Task instructions: Output a faithful copy of the entries, every picture removed.

————————

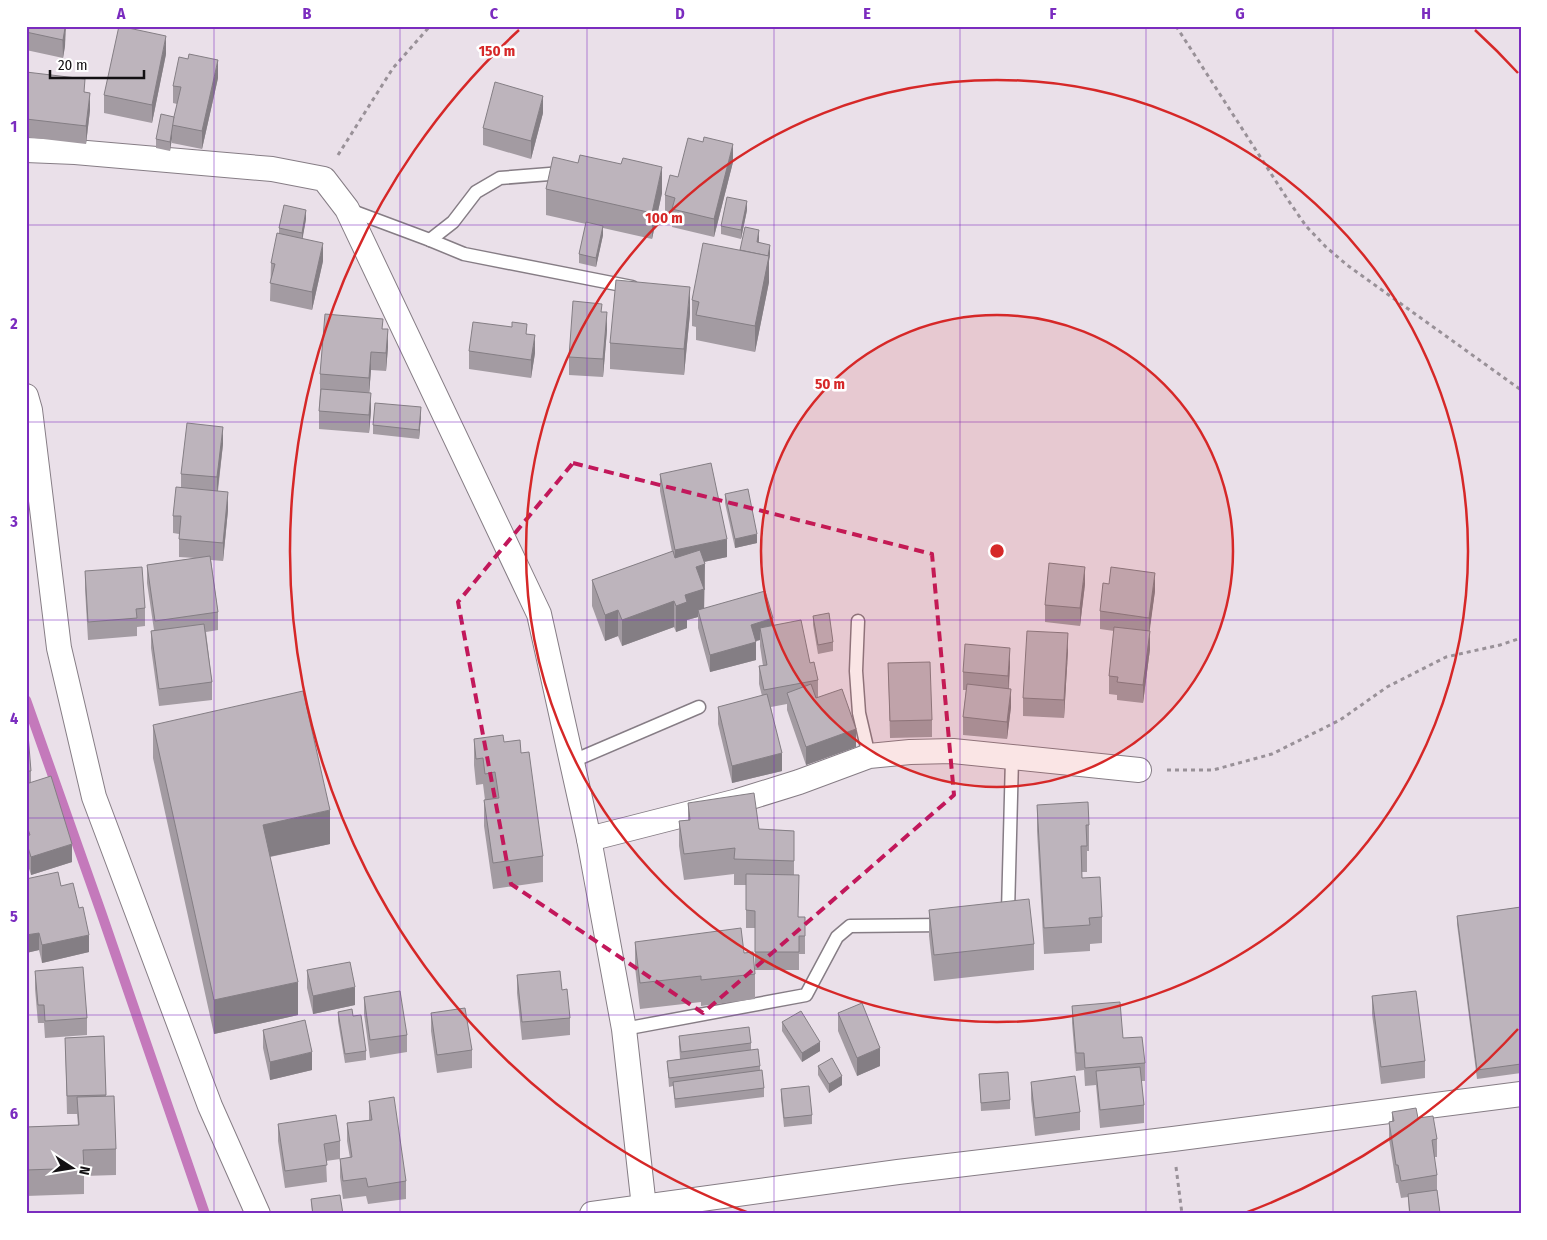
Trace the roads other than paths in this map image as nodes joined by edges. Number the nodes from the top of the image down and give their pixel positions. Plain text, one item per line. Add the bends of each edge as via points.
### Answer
1 (26, 150) edge
2 (562, 173) edge
3 (347, 209) junction
4 (430, 240) junction
5 (644, 290) edge
6 (26, 396) edge
7 (32, 486) edge
8 (858, 621) dead end
9 (699, 707) dead end
10 (869, 756) junction
11 (1012, 758) junction
12 (573, 761) junction
13 (1138, 770) road end
14 (589, 839) junction
15 (990, 919) edge
16 (954, 924) edge
17 (624, 1029) junction
18 (1521, 1094) edge
19 (644, 1208) junction
20 (258, 1214) edge
21 (592, 1214) edge

1 - 3 street via 272,169 324,179
2 - 4 lane via 500,178 476,192 454,222
3 - 4 lane
3 - 12 street via 539,614
4 - 5 lane via 464,254
6 - 7 street via 30,410
7 - 20 street via 59,648 94,796 210,1106
8 - 10 lane via 856,671 859,713
9 - 12 lane
10 - 11 street via 953,751
10 - 14 street via 738,801
11 - 13 street
11 - 15 lane via 1008,912
12 - 14 street
14 - 17 street
16 - 17 lane via 850,926 837,937 806,995
17 - 19 street
18 - 19 street via 898,1172
19 - 21 street

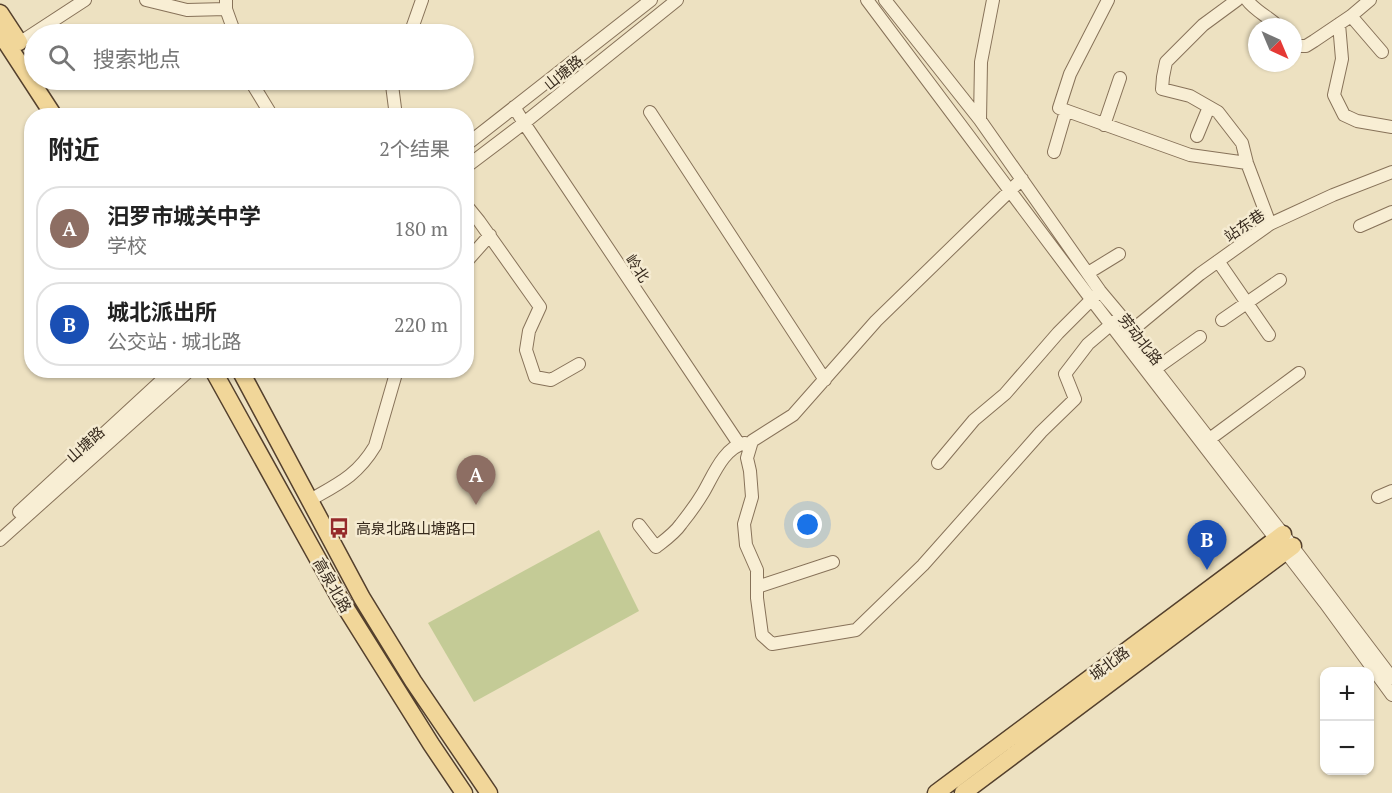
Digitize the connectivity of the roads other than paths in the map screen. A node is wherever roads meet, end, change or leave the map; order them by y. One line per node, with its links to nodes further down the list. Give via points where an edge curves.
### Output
1 (85, 0): 17 (street)
2 (146, 0): 13 (street, via 187,10)
3 (422, 0): 19 (street)
4 (651, 0): 33 (street, 山塘路)
5 (678, 0): 42 (street, 山塘路)
6 (867, 0): 52 (street, 劳动北路)
7 (885, 0): 41 (street, 劳动北路)
8 (993, 0): 41 (street, via 981,62)
9 (1108, 0): 39 (street, via 1070,74 1059,108)
10 (1237, 0): 34 (street, via 1203,25 1166,62 1162,89 1190,96)
11 (1247, 0): 16 (street)
12 (1370, 0): 15 (street)
13 (226, 4): 18 (street)
14 (0, 13): 23 (main road)
15 (1351, 16): 20 (street); 26 (street)
16 (1269, 18)
17 (47, 24)
18 (232, 24)
19 (414, 24)
20 (1339, 24): 24 (street); 44 (street, via 1342,59 1335,95 1344,115)
21 (0, 33): 27 (main road)
22 (24, 39): 23 (street)
23 (19, 42): 25 (main road)
24 (1302, 46)
25 (24, 50)
26 (1382, 52)
27 (24, 70)
28 (1120, 78): 43 (street)
29 (37, 90): 35 (main road)
30 (50, 90): 36 (main road)
31 (256, 90): 37 (street)
32 (393, 90): 38 (street)
33 (514, 107): 42 (street, 岭北); 46 (street, 山塘路)
34 (1209, 107): 45 (street); 49 (street, via 1218,112 1242,143)
35 (49, 108)
36 (62, 108)
37 (267, 108)
38 (395, 108)
39 (1066, 111): 43 (street); 47 (street)
40 (650, 112): 79 (street)
41 (980, 120): 51 (street, 劳动北路)
42 (524, 123): 48 (street, 山塘路); 82 (street, 岭北)
43 (1104, 124): 49 (street, via 1190,155)
44 (1392, 127)
45 (1197, 136)
46 (474, 139)
47 (1054, 152)
48 (474, 161)
49 (1247, 164): 55 (street)
50 (1391, 175): 55 (street, 站东巷, via 1333,195)
51 (1022, 179): 52 (street); 61 (street, 劳动北路)
52 (1011, 190): 63 (street, 劳动北路); 79 (street, via 876,321)
53 (1392, 212): 56 (street)
54 (474, 215): 57 (street)
55 (1270, 224): 60 (street, 站东巷)
56 (1360, 226)
57 (490, 235): 58 (street); 71 (street, via 540,307 526,350 535,377 551,380)
58 (474, 253)
59 (1119, 254): 61 (street)
60 (1218, 261): 64 (street); 68 (street, 站东巷)
61 (1088, 273): 63 (street, 劳动北路)
62 (1280, 280): 64 (street)
63 (1095, 295): 65 (street, 劳动北路); 67 (street, 劳动北路); 83 (street, via 1005,394 974,420)
64 (1246, 303): 66 (street); 69 (street)
65 (1121, 316): 67 (street); 68 (street, 劳动北路)
66 (1222, 320)
67 (1111, 325): 90 (street, 劳动北路); 92 (street, via 1088,344 1065,374 1075,399 923,565 856,630 772,644 762,635)
68 (1130, 332): 72 (street, 劳动北路)
69 (1269, 335)
70 (1200, 338): 72 (street)
71 (579, 364)
72 (1155, 369): 80 (street, 劳动北路)
73 (1299, 373): 80 (street)
74 (163, 378): 88 (street, 山塘路)
75 (181, 378): 89 (street, 山塘路)
76 (217, 378): 95 (main road, 高泉北路, via 339,597)
77 (244, 378): 86 (main road, 高泉北路)
78 (396, 378): 86 (street, via 368,457 349,477)
79 (825, 380): 81 (street, via 793,415)
80 (1211, 438): 90 (street, 劳动北路)
81 (752, 441): 82 (street); 92 (street, via 747,458 752,497 744,524 746,545 757,570)
82 (739, 444): 87 (street, via 724,458 680,526 656,547)
83 (938, 463)
84 (1392, 491): 85 (street)
85 (1378, 497)
86 (310, 500): 96 (main road, 高泉北路, via 373,616)
87 (639, 525)
88 (0, 529)
89 (0, 540)
90 (1284, 543): 93 (street, 劳动北路); 94 (street, 劳动北路); 97 (main road, 城北路); 98 (main road, 城北路)
91 (833, 562): 92 (street)
92 (757, 586)
93 (1392, 678)
94 (1392, 695)
95 (464, 793)
96 (489, 793)
97 (936, 793)
98 (963, 793)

————————

Written solution:
Trace the roads other than paths in this map image as nodes joined by edges. Number the nodes from the top of the image down and give their pixel positions. Plain text, one item per line. Add the bends of each edge as via points.
### Answer
1 (26, 150) edge
2 (562, 173) edge
3 (347, 209) junction
4 (430, 240) junction
5 (644, 290) edge
6 (26, 396) edge
7 (32, 486) edge
8 (858, 621) dead end
9 (699, 707) dead end
10 (869, 756) junction
11 (1012, 758) junction
12 (573, 761) junction
13 (1138, 770) road end
14 (589, 839) junction
15 (990, 919) edge
16 (954, 924) edge
17 (624, 1029) junction
18 (1521, 1094) edge
19 (644, 1208) junction
20 (258, 1214) edge
21 (592, 1214) edge

1 - 3 street via 272,169 324,179
2 - 4 lane via 500,178 476,192 454,222
3 - 4 lane
3 - 12 street via 539,614
4 - 5 lane via 464,254
6 - 7 street via 30,410
7 - 20 street via 59,648 94,796 210,1106
8 - 10 lane via 856,671 859,713
9 - 12 lane
10 - 11 street via 953,751
10 - 14 street via 738,801
11 - 13 street
11 - 15 lane via 1008,912
12 - 14 street
14 - 17 street
16 - 17 lane via 850,926 837,937 806,995
17 - 19 street
18 - 19 street via 898,1172
19 - 21 street

Digitize the connectivity of the roads other than paths in the map screen. A node is wherever roads meet, end, change or leave the map; order them by y. One line per node, with its links to nodes further down the list. Give via points where an edge curves.
### Output
1 (85, 0): 17 (street)
2 (146, 0): 13 (street, via 187,10)
3 (422, 0): 19 (street)
4 (651, 0): 33 (street, 山塘路)
5 (678, 0): 42 (street, 山塘路)
6 (867, 0): 52 (street, 劳动北路)
7 (885, 0): 41 (street, 劳动北路)
8 (993, 0): 41 (street, via 981,62)
9 (1108, 0): 39 (street, via 1070,74 1059,108)
10 (1237, 0): 34 (street, via 1203,25 1166,62 1162,89 1190,96)
11 (1247, 0): 16 (street)
12 (1370, 0): 15 (street)
13 (226, 4): 18 (street)
14 (0, 13): 23 (main road)
15 (1351, 16): 20 (street); 26 (street)
16 (1269, 18)
17 (47, 24)
18 (232, 24)
19 (414, 24)
20 (1339, 24): 24 (street); 44 (street, via 1342,59 1335,95 1344,115)
21 (0, 33): 27 (main road)
22 (24, 39): 23 (street)
23 (19, 42): 25 (main road)
24 (1302, 46)
25 (24, 50)
26 (1382, 52)
27 (24, 70)
28 (1120, 78): 43 (street)
29 (37, 90): 35 (main road)
30 (50, 90): 36 (main road)
31 (256, 90): 37 (street)
32 (393, 90): 38 (street)
33 (514, 107): 42 (street, 岭北); 46 (street, 山塘路)
34 (1209, 107): 45 (street); 49 (street, via 1218,112 1242,143)
35 (49, 108)
36 (62, 108)
37 (267, 108)
38 (395, 108)
39 (1066, 111): 43 (street); 47 (street)
40 (650, 112): 79 (street)
41 (980, 120): 51 (street, 劳动北路)
42 (524, 123): 48 (street, 山塘路); 82 (street, 岭北)
43 (1104, 124): 49 (street, via 1190,155)
44 (1392, 127)
45 (1197, 136)
46 (474, 139)
47 (1054, 152)
48 (474, 161)
49 (1247, 164): 55 (street)
50 (1391, 175): 55 (street, 站东巷, via 1333,195)
51 (1022, 179): 52 (street); 61 (street, 劳动北路)
52 (1011, 190): 63 (street, 劳动北路); 79 (street, via 876,321)
53 (1392, 212): 56 (street)
54 (474, 215): 57 (street)
55 (1270, 224): 60 (street, 站东巷)
56 (1360, 226)
57 (490, 235): 58 (street); 71 (street, via 540,307 526,350 535,377 551,380)
58 (474, 253)
59 (1119, 254): 61 (street)
60 (1218, 261): 64 (street); 68 (street, 站东巷)
61 (1088, 273): 63 (street, 劳动北路)
62 (1280, 280): 64 (street)
63 (1095, 295): 65 (street, 劳动北路); 67 (street, 劳动北路); 83 (street, via 1005,394 974,420)
64 (1246, 303): 66 (street); 69 (street)
65 (1121, 316): 67 (street); 68 (street, 劳动北路)
66 (1222, 320)
67 (1111, 325): 90 (street, 劳动北路); 92 (street, via 1088,344 1065,374 1075,399 923,565 856,630 772,644 762,635)
68 (1130, 332): 72 (street, 劳动北路)
69 (1269, 335)
70 (1200, 338): 72 (street)
71 (579, 364)
72 (1155, 369): 80 (street, 劳动北路)
73 (1299, 373): 80 (street)
74 (163, 378): 88 (street, 山塘路)
75 (181, 378): 89 (street, 山塘路)
76 (217, 378): 95 (main road, 高泉北路, via 339,597)
77 (244, 378): 86 (main road, 高泉北路)
78 (396, 378): 86 (street, via 368,457 349,477)
79 (825, 380): 81 (street, via 793,415)
80 (1211, 438): 90 (street, 劳动北路)
81 (752, 441): 82 (street); 92 (street, via 747,458 752,497 744,524 746,545 757,570)
82 (739, 444): 87 (street, via 724,458 680,526 656,547)
83 (938, 463)
84 (1392, 491): 85 (street)
85 (1378, 497)
86 (310, 500): 96 (main road, 高泉北路, via 373,616)
87 (639, 525)
88 (0, 529)
89 (0, 540)
90 (1284, 543): 93 (street, 劳动北路); 94 (street, 劳动北路); 97 (main road, 城北路); 98 (main road, 城北路)
91 (833, 562): 92 (street)
92 (757, 586)
93 (1392, 678)
94 (1392, 695)
95 (464, 793)
96 (489, 793)
97 (936, 793)
98 (963, 793)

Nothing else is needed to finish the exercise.